> Dataset excerpts:
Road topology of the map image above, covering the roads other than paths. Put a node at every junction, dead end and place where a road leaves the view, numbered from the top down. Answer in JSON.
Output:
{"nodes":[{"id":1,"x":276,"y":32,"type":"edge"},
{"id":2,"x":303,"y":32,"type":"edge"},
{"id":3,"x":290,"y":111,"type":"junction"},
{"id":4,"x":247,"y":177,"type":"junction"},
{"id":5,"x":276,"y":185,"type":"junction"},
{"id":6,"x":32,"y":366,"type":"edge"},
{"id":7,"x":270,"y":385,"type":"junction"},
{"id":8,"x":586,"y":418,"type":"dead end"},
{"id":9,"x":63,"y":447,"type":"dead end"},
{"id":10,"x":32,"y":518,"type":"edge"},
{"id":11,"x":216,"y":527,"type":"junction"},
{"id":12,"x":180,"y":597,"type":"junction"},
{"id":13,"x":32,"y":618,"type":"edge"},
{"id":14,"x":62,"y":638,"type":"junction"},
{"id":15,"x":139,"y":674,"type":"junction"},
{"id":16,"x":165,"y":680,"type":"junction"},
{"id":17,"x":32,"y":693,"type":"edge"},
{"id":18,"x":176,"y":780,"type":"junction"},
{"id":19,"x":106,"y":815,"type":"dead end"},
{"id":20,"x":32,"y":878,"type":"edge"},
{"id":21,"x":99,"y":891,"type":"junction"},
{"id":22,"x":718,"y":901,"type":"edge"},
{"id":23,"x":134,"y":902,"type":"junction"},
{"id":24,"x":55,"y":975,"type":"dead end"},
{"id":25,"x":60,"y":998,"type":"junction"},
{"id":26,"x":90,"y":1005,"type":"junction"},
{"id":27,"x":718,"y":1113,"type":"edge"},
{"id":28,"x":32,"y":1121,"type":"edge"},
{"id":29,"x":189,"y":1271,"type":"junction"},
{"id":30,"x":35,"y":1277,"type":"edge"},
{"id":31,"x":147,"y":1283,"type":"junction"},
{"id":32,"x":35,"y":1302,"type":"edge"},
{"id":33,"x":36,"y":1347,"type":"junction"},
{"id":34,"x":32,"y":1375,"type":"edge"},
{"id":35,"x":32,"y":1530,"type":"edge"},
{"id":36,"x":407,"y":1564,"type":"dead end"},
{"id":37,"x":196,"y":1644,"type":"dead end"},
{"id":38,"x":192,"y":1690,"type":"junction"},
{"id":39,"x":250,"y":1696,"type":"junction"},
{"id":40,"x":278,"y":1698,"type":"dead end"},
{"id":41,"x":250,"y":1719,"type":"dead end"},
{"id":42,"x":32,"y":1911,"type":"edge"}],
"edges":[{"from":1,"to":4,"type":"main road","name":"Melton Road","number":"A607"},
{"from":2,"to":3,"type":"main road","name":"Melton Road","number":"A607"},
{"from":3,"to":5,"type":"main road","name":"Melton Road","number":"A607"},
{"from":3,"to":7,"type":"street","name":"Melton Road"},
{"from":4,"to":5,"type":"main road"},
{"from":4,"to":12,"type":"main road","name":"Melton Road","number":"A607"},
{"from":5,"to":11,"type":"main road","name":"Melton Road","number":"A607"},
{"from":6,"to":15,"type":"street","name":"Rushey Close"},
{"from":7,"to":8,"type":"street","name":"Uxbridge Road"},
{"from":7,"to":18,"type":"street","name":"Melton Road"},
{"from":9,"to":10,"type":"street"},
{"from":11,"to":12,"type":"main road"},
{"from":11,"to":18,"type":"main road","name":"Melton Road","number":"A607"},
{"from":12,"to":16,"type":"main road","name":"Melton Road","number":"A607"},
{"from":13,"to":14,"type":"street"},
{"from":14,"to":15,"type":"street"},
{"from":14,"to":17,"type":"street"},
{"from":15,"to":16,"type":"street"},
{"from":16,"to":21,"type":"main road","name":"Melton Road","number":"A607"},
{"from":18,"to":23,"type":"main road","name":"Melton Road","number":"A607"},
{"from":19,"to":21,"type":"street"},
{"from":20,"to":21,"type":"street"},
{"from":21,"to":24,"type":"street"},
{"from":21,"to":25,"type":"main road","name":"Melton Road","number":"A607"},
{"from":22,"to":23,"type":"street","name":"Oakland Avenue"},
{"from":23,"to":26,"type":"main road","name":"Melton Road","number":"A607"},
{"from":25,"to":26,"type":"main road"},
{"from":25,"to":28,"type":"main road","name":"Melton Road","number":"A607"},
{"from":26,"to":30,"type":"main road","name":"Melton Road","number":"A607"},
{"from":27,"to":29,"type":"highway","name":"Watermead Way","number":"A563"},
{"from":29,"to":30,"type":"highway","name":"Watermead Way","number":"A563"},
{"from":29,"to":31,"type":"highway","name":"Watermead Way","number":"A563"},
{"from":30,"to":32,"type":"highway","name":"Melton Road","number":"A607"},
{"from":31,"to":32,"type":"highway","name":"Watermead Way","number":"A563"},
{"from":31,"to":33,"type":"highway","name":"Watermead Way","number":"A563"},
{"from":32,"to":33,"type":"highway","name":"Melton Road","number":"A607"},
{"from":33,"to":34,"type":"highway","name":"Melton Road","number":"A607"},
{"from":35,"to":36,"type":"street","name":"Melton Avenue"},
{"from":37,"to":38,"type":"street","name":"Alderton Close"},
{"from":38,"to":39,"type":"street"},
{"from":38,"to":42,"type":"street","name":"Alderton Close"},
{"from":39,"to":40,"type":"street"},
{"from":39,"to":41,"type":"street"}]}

> Your objective: Copy out each line of the listing that holds "Close".

> Task answer:
{"from":6,"to":15,"type":"street","name":"Rushey Close"},
{"from":37,"to":38,"type":"street","name":"Alderton Close"},
{"from":38,"to":42,"type":"street","name":"Alderton Close"},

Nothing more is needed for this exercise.